Records from a dataset
◆ ◆ ◆ ◆ ◆ ◆ ◆

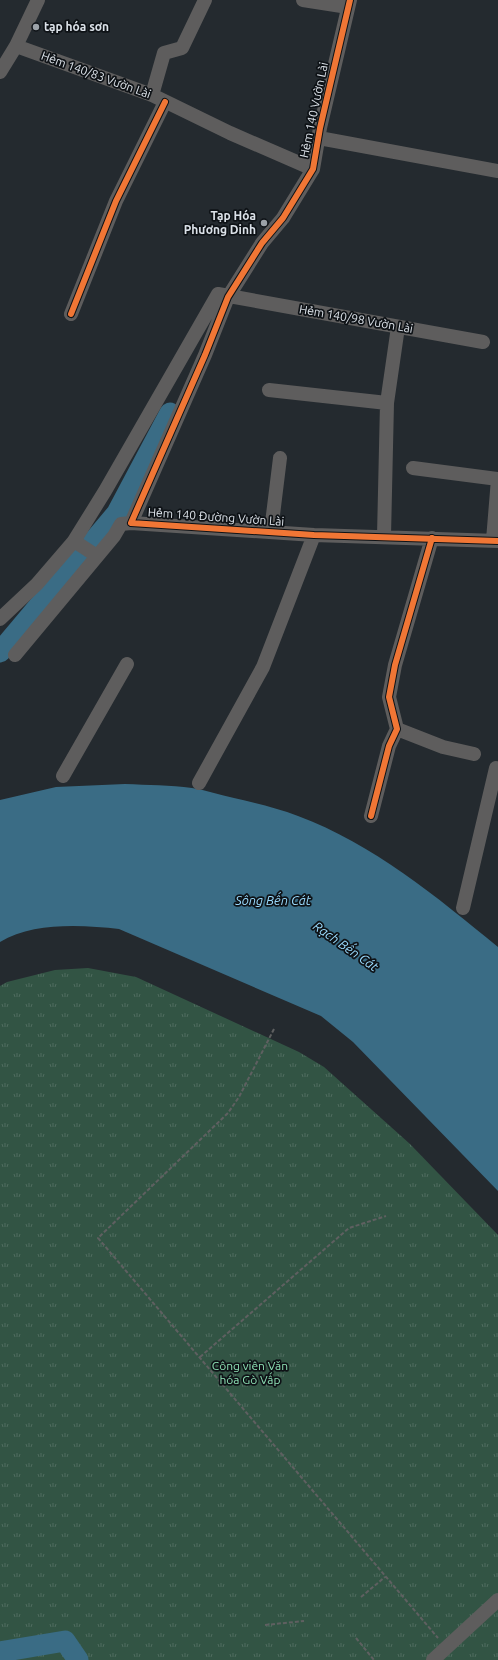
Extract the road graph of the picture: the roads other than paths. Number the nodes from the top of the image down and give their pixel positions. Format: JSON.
{"nodes":[{"id":1,"x":38,"y":0,"type":"edge"},
{"id":2,"x":205,"y":0,"type":"edge"},
{"id":3,"x":303,"y":0,"type":"edge"},
{"id":4,"x":349,"y":4,"type":"edge"},
{"id":5,"x":16,"y":46,"type":"junction"},
{"id":6,"x":0,"y":72,"type":"edge"},
{"id":7,"x":152,"y":95,"type":"junction"},
{"id":8,"x":165,"y":102,"type":"junction"},
{"id":9,"x":319,"y":138,"type":"junction"},
{"id":10,"x":313,"y":169,"type":"junction"},
{"id":11,"x":498,"y":171,"type":"edge"},
{"id":12,"x":228,"y":297,"type":"junction"},
{"id":13,"x":71,"y":314,"type":"dead end"},
{"id":14,"x":398,"y":327,"type":"junction"},
{"id":15,"x":483,"y":342,"type":"dead end"},
{"id":16,"x":269,"y":390,"type":"dead end"},
{"id":17,"x":387,"y":404,"type":"junction"},
{"id":18,"x":280,"y":458,"type":"dead end"},
{"id":19,"x":414,"y":468,"type":"dead end"},
{"id":20,"x":498,"y":479,"type":"edge"},
{"id":21,"x":131,"y":523,"type":"junction"},
{"id":22,"x":271,"y":532,"type":"junction"},
{"id":23,"x":314,"y":535,"type":"junction"},
{"id":24,"x":384,"y":536,"type":"junction"},
{"id":25,"x":432,"y":538,"type":"junction"},
{"id":26,"x":495,"y":540,"type":"edge"},
{"id":27,"x":76,"y":542,"type":"junction"},
{"id":28,"x":95,"y":555,"type":"junction"},
{"id":29,"x":0,"y":619,"type":"edge"},
{"id":30,"x":15,"y":655,"type":"dead end"},
{"id":31,"x":127,"y":664,"type":"dead end"},
{"id":32,"x":397,"y":729,"type":"junction"},
{"id":33,"x":474,"y":754,"type":"dead end"},
{"id":34,"x":496,"y":768,"type":"dead end"},
{"id":35,"x":63,"y":776,"type":"dead end"},
{"id":36,"x":199,"y":783,"type":"dead end"},
{"id":37,"x":371,"y":816,"type":"dead end"},
{"id":38,"x":463,"y":908,"type":"dead end"},
{"id":39,"x":498,"y":1600,"type":"edge"},
{"id":40,"x":433,"y":1660,"type":"edge"}],
"edges":[{"from":1,"to":5,"type":"street"},
{"from":2,"to":7,"type":"street"},
{"from":3,"to":4,"type":"street"},
{"from":4,"to":9,"type":"street","name":"Hẻm 140 Vườn Lài"},
{"from":5,"to":6,"type":"street"},
{"from":5,"to":7,"type":"street","name":"Hẻm 140/83 Vườn Lài"},
{"from":7,"to":8,"type":"street","name":"Hẻm 140/83 Vườn Lài"},
{"from":8,"to":10,"type":"street","name":"Hẻm 140/83 Vườn Lài"},
{"from":8,"to":13,"type":"street"},
{"from":9,"to":10,"type":"street","name":"Hẻm 140 Vườn Lài"},
{"from":9,"to":11,"type":"street"},
{"from":10,"to":12,"type":"street","name":"Hẻm 140 Vườn Lài"},
{"from":12,"to":14,"type":"street","name":"Hẻm 140/98 Vườn Lài"},
{"from":12,"to":21,"type":"street","name":"Hẻm 140 Đường Vườn Lài"},
{"from":12,"to":27,"type":"street"},
{"from":14,"to":15,"type":"street","name":"Hẻm 140/98 Vườn Lài"},
{"from":14,"to":17,"type":"street"},
{"from":16,"to":17,"type":"street"},
{"from":17,"to":24,"type":"street"},
{"from":18,"to":22,"type":"street"},
{"from":19,"to":20,"type":"street"},
{"from":20,"to":26,"type":"street"},
{"from":21,"to":22,"type":"street","name":"Hẻm 140 Đường Vườn Lài"},
{"from":21,"to":28,"type":"street"},
{"from":22,"to":23,"type":"street","name":"Hẻm 140 Đường Vườn Lài"},
{"from":23,"to":24,"type":"street","name":"Hẻm 140 Đường Vườn Lài"},
{"from":23,"to":36,"type":"street"},
{"from":24,"to":25,"type":"street","name":"Hẻm 140 Đường Vườn Lài"},
{"from":25,"to":26,"type":"street","name":"Hẻm 140 Đường Vườn Lài"},
{"from":25,"to":32,"type":"street"},
{"from":27,"to":28,"type":"street"},
{"from":27,"to":29,"type":"street"},
{"from":28,"to":30,"type":"street"},
{"from":31,"to":35,"type":"street"},
{"from":32,"to":33,"type":"street"},
{"from":32,"to":37,"type":"street"},
{"from":34,"to":38,"type":"street"},
{"from":39,"to":40,"type":"street"}]}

◆ ◆ ◆ ◆ ◆ ◆ ◆

PROMPT:
What is needed is an exact copy of every record above, minus the images.

ANSWER TO THE EXERCISE:
Extract the road graph of the picture: the roads other than paths. Number the nodes from the top of the image down and give their pixel positions. Format: JSON.
{"nodes":[{"id":1,"x":38,"y":0,"type":"edge"},
{"id":2,"x":205,"y":0,"type":"edge"},
{"id":3,"x":303,"y":0,"type":"edge"},
{"id":4,"x":349,"y":4,"type":"edge"},
{"id":5,"x":16,"y":46,"type":"junction"},
{"id":6,"x":0,"y":72,"type":"edge"},
{"id":7,"x":152,"y":95,"type":"junction"},
{"id":8,"x":165,"y":102,"type":"junction"},
{"id":9,"x":319,"y":138,"type":"junction"},
{"id":10,"x":313,"y":169,"type":"junction"},
{"id":11,"x":498,"y":171,"type":"edge"},
{"id":12,"x":228,"y":297,"type":"junction"},
{"id":13,"x":71,"y":314,"type":"dead end"},
{"id":14,"x":398,"y":327,"type":"junction"},
{"id":15,"x":483,"y":342,"type":"dead end"},
{"id":16,"x":269,"y":390,"type":"dead end"},
{"id":17,"x":387,"y":404,"type":"junction"},
{"id":18,"x":280,"y":458,"type":"dead end"},
{"id":19,"x":414,"y":468,"type":"dead end"},
{"id":20,"x":498,"y":479,"type":"edge"},
{"id":21,"x":131,"y":523,"type":"junction"},
{"id":22,"x":271,"y":532,"type":"junction"},
{"id":23,"x":314,"y":535,"type":"junction"},
{"id":24,"x":384,"y":536,"type":"junction"},
{"id":25,"x":432,"y":538,"type":"junction"},
{"id":26,"x":495,"y":540,"type":"edge"},
{"id":27,"x":76,"y":542,"type":"junction"},
{"id":28,"x":95,"y":555,"type":"junction"},
{"id":29,"x":0,"y":619,"type":"edge"},
{"id":30,"x":15,"y":655,"type":"dead end"},
{"id":31,"x":127,"y":664,"type":"dead end"},
{"id":32,"x":397,"y":729,"type":"junction"},
{"id":33,"x":474,"y":754,"type":"dead end"},
{"id":34,"x":496,"y":768,"type":"dead end"},
{"id":35,"x":63,"y":776,"type":"dead end"},
{"id":36,"x":199,"y":783,"type":"dead end"},
{"id":37,"x":371,"y":816,"type":"dead end"},
{"id":38,"x":463,"y":908,"type":"dead end"},
{"id":39,"x":498,"y":1600,"type":"edge"},
{"id":40,"x":433,"y":1660,"type":"edge"}],
"edges":[{"from":1,"to":5,"type":"street"},
{"from":2,"to":7,"type":"street"},
{"from":3,"to":4,"type":"street"},
{"from":4,"to":9,"type":"street","name":"Hẻm 140 Vườn Lài"},
{"from":5,"to":6,"type":"street"},
{"from":5,"to":7,"type":"street","name":"Hẻm 140/83 Vườn Lài"},
{"from":7,"to":8,"type":"street","name":"Hẻm 140/83 Vườn Lài"},
{"from":8,"to":10,"type":"street","name":"Hẻm 140/83 Vườn Lài"},
{"from":8,"to":13,"type":"street"},
{"from":9,"to":10,"type":"street","name":"Hẻm 140 Vườn Lài"},
{"from":9,"to":11,"type":"street"},
{"from":10,"to":12,"type":"street","name":"Hẻm 140 Vườn Lài"},
{"from":12,"to":14,"type":"street","name":"Hẻm 140/98 Vườn Lài"},
{"from":12,"to":21,"type":"street","name":"Hẻm 140 Đường Vườn Lài"},
{"from":12,"to":27,"type":"street"},
{"from":14,"to":15,"type":"street","name":"Hẻm 140/98 Vườn Lài"},
{"from":14,"to":17,"type":"street"},
{"from":16,"to":17,"type":"street"},
{"from":17,"to":24,"type":"street"},
{"from":18,"to":22,"type":"street"},
{"from":19,"to":20,"type":"street"},
{"from":20,"to":26,"type":"street"},
{"from":21,"to":22,"type":"street","name":"Hẻm 140 Đường Vườn Lài"},
{"from":21,"to":28,"type":"street"},
{"from":22,"to":23,"type":"street","name":"Hẻm 140 Đường Vườn Lài"},
{"from":23,"to":24,"type":"street","name":"Hẻm 140 Đường Vườn Lài"},
{"from":23,"to":36,"type":"street"},
{"from":24,"to":25,"type":"street","name":"Hẻm 140 Đường Vườn Lài"},
{"from":25,"to":26,"type":"street","name":"Hẻm 140 Đường Vườn Lài"},
{"from":25,"to":32,"type":"street"},
{"from":27,"to":28,"type":"street"},
{"from":27,"to":29,"type":"street"},
{"from":28,"to":30,"type":"street"},
{"from":31,"to":35,"type":"street"},
{"from":32,"to":33,"type":"street"},
{"from":32,"to":37,"type":"street"},
{"from":34,"to":38,"type":"street"},
{"from":39,"to":40,"type":"street"}]}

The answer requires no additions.